Wednesday’s announcement appeared to disappoint financial markets. Many market participants had expected an additional rate cut to be implied by the Fed’s quarterly interest rate projections – the so-called dot plot. Investors may have also expected more dramatic measures to combat the recent funding squeeze. This disappointment will likely cause the Treasury yield curve to bear flatten in the short term, as short-term rates rise faster than long-term rates. We believe the Fed move is positive for the US dollar and negative for risk assets since the Fed may not ultimately ease financial conditions by as much as the market was expecting.
Funding market strained
Short-term funding markets have been under stress this week, resulting in sharply higher short-term funding rates, just as the Fed was seeking to lower short-term rates. A culmination of several events resulted in a surge in overnight repurchase (repo) rates on Tuesday that surprised investors and policy makers. The main catalysts for this dynamic were the coincidence of quarterly corporate tax day, high Treasury note coupon settlements and an abundant supply of Treasury bill issuance. In addition, a scarcity of bank reserves has been a contributor to upward pressure on overnight rates; reserves are currently concentrated among a few large banks despite a heightened demand for reserves within the banking sector to satisfy intraday liquidity requirements.

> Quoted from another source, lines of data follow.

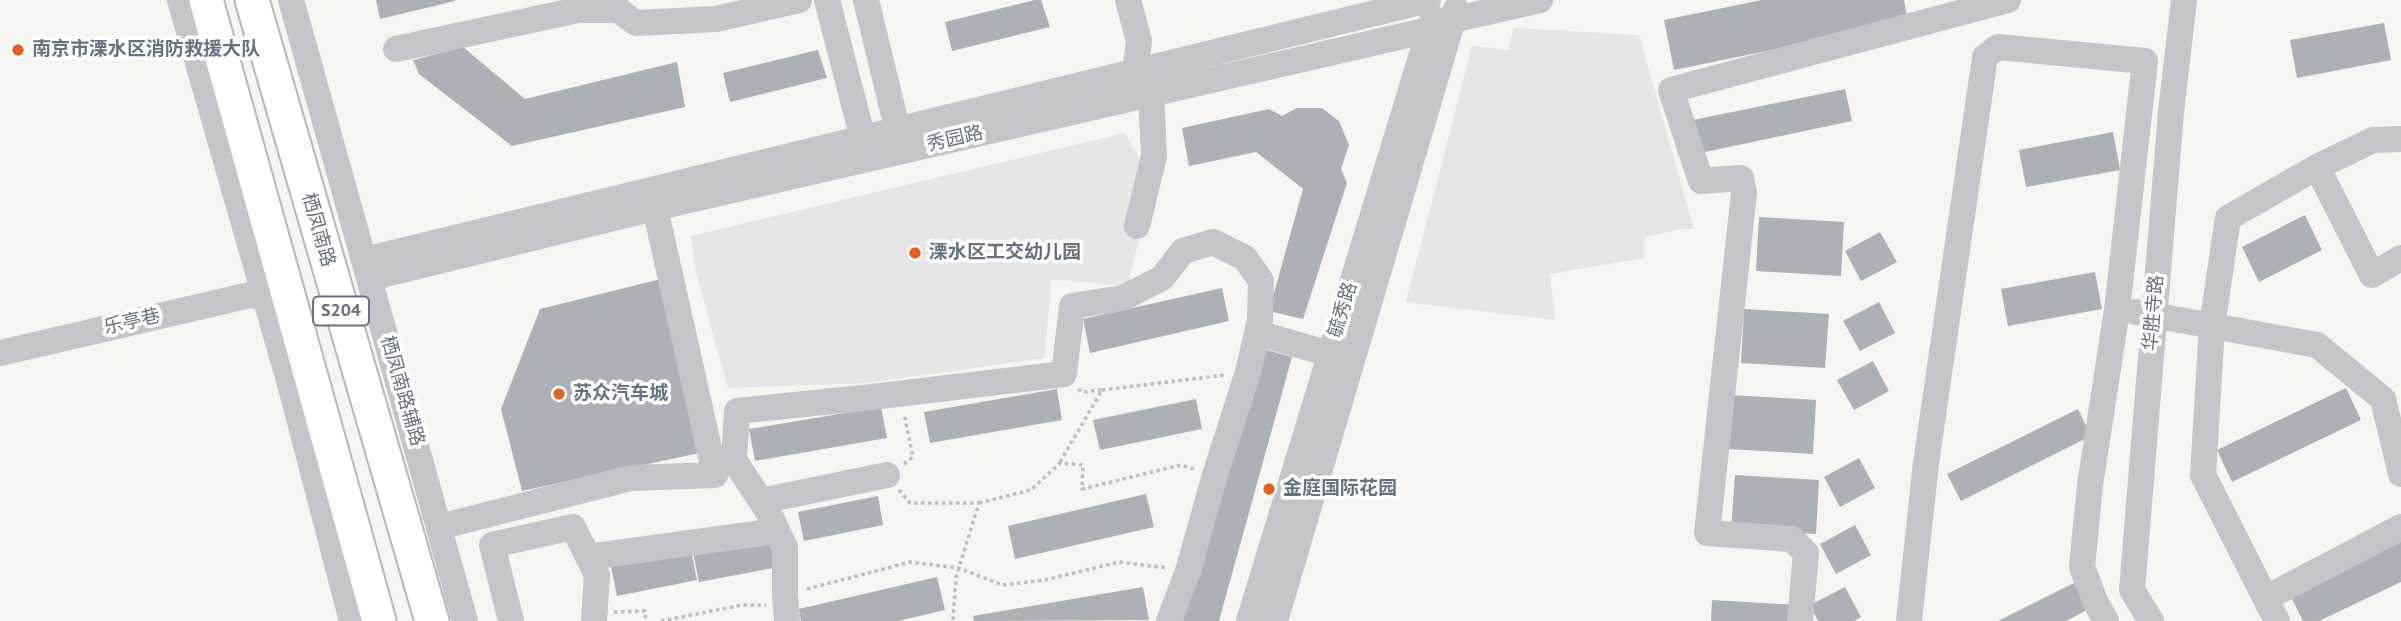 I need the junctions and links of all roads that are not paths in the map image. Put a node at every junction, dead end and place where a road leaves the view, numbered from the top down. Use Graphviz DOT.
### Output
graph roads {
  1 [pos="180,0"];
  2 [pos="206,0"];
  3 [pos="252,0"];
  4 [pos="291,0"];
  5 [pos="799,0"];
  6 [pos="827,0"];
  7 [pos="866,0"];
  8 [pos="1128,0"];
  9 [pos="1428,0"];
  10 [pos="1540,0"];
  11 [pos="2008,0"];
  12 [pos="2184,0"];
  13 [pos="616,5"];
  14 [pos="1923,11"];
  15 [pos="1445,13"];
  16 [pos="396,49"];
  17 [pos="1135,71"];
  18 [pos="1151,94"];
  19 [pos="2401,139"];
  20 [pos="901,140"];
  21 [pos="866,149"];
  22 [pos="2317,167"];
  23 [pos="655,208"];
  24 [pos="1137,226"];
  25 [pos="2401,258"];
  26 [pos="367,269"];
  27 [pos="265,297"];
  28 [pos="2117,310"];
  29 [pos="2153,314"];
  30 [pos="2212,326"];
  31 [pos="1257,333"];
  32 [pos="0,353"];
  33 [pos="1330,354"];
  34 [pos="2401,474"];
  35 [pos="887,475"];
  36 [pos="761,501"];
  37 [pos="439,527"];
  38 [pos="2401,527"];
  39 [pos="777,531"];
  40 [pos="589,557"];
  41 [pos="786,607"];
  42 [pos="2271,610"];
  43 [pos="594,617"];
  44 [pos="352,621"];
  45 [pos="379,621"];
  46 [pos="432,621"];
  47 [pos="465,621"];
  48 [pos="511,621"];
  49 [pos="1170,621"];
  50 [pos="1249,621"];
  51 [pos="1275,621"];
  52 [pos="1800,621"];
  53 [pos="1909,621"];
  54 [pos="2106,621"];
  55 [pos="2151,621"];
  1 -- 27 [label="street"];
  2 -- 45 [label="main road, S204"];
  3 -- 46 [label="main road, 栖凤南路 / S204"];
  4 -- 26 [label="street, 栖凤南路辅路"];
  5 -- 13 [label="street"];
  6 -- 21 [label="street"];
  7 -- 20 [label="street"];
  8 -- 17 [label="street"];
  9 -- 17 [label="street, 秀园路"];
  10 -- 15 [label="street, 秀园路"];
  11 -- 14 [label="street"];
  12 -- 29 [label="street, 华胜寺路"];
  13 -- 16 [label="street"];
  14 -- 52 [label="street"];
  15 -- 18 [label="street, 秀园路"];
  15 -- 33 [label="street, 毓秀路"];
  15 -- 51 [label="street, 毓秀路"];
  17 -- 20 [label="street, 秀园路"];
  18 -- 20 [label="street, 秀园路"];
  18 -- 24 [label="street"];
  19 -- 22 [label="street"];
  20 -- 21 [label="street, 秀园路"];
  21 -- 23 [label="street, 秀园路"];
  21 -- 26 [label="street, 秀园路"];
  22 -- 25 [label="street"];
  22 -- 30 [label="street"];
  23 -- 26 [label="street, 秀园路"];
  23 -- 37 [label="street"];
  26 -- 37 [label="street, 栖凤南路辅路"];
  27 -- 32 [label="street, 乐亭巷"];
  27 -- 44 [label="street"];
  28 -- 29 [label="street"];
  28 -- 53 [label="street"];
  28 -- 54 [label="street"];
  29 -- 30 [label="street"];
  29 -- 55 [label="street, 华胜寺路"];
  30 -- 34 [label="street"];
  30 -- 42 [label="street"];
  31 -- 33 [label="street"];
  31 -- 36 [label="street"];
  31 -- 49 [label="street"];
  33 -- 50 [label="street, 毓秀路"];
  35 -- 36 [label="street"];
  36 -- 39 [label="street"];
  37 -- 47 [label="street, 栖凤南路辅路"];
  38 -- 42 [label="street"];
  39 -- 40 [label="street"];
  39 -- 41 [label="street"];
  40 -- 43 [label="street"];
  40 -- 48 [label="street"];
}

To help alleviate the resulting strain on liquidity, the Fed conducted overnight repo operations with a maximum capacity of US $75 billion on Tuesday and Wednesday to help stabilize overnight funding rate pressures. Funding rates subsequently decreased from a high of 8% on Tuesday to 2.50%. On Wednesday, 4.75% marked the highest level that day and the Fed repo operation quickly stabilized overnight rates to 2.45%.1 We expect the Fed to continue to conduct these temporary repo operations to gain control of funding rates until a longer-term solution is implemented. A longer-term solution could include a standing repo facility available on a daily basis to help contain funding rates within the upper and lower bound of the federal funds rate target. Another, more likely solution, in our view, would be for the Fed to strongly consider resuming its efforts to expand its balance sheet by purchasing Treasuries in the open market to help reduce excess collateral in the system. Notably, Chairman Jay Powell emphasized Wednesday that the recent funding dislocation has limited bearing on the longer-term macroeconomic outlook or monetary policy, and believes that the Fed will be able to adequately manage funding pressures going forward with the open market tools it has available.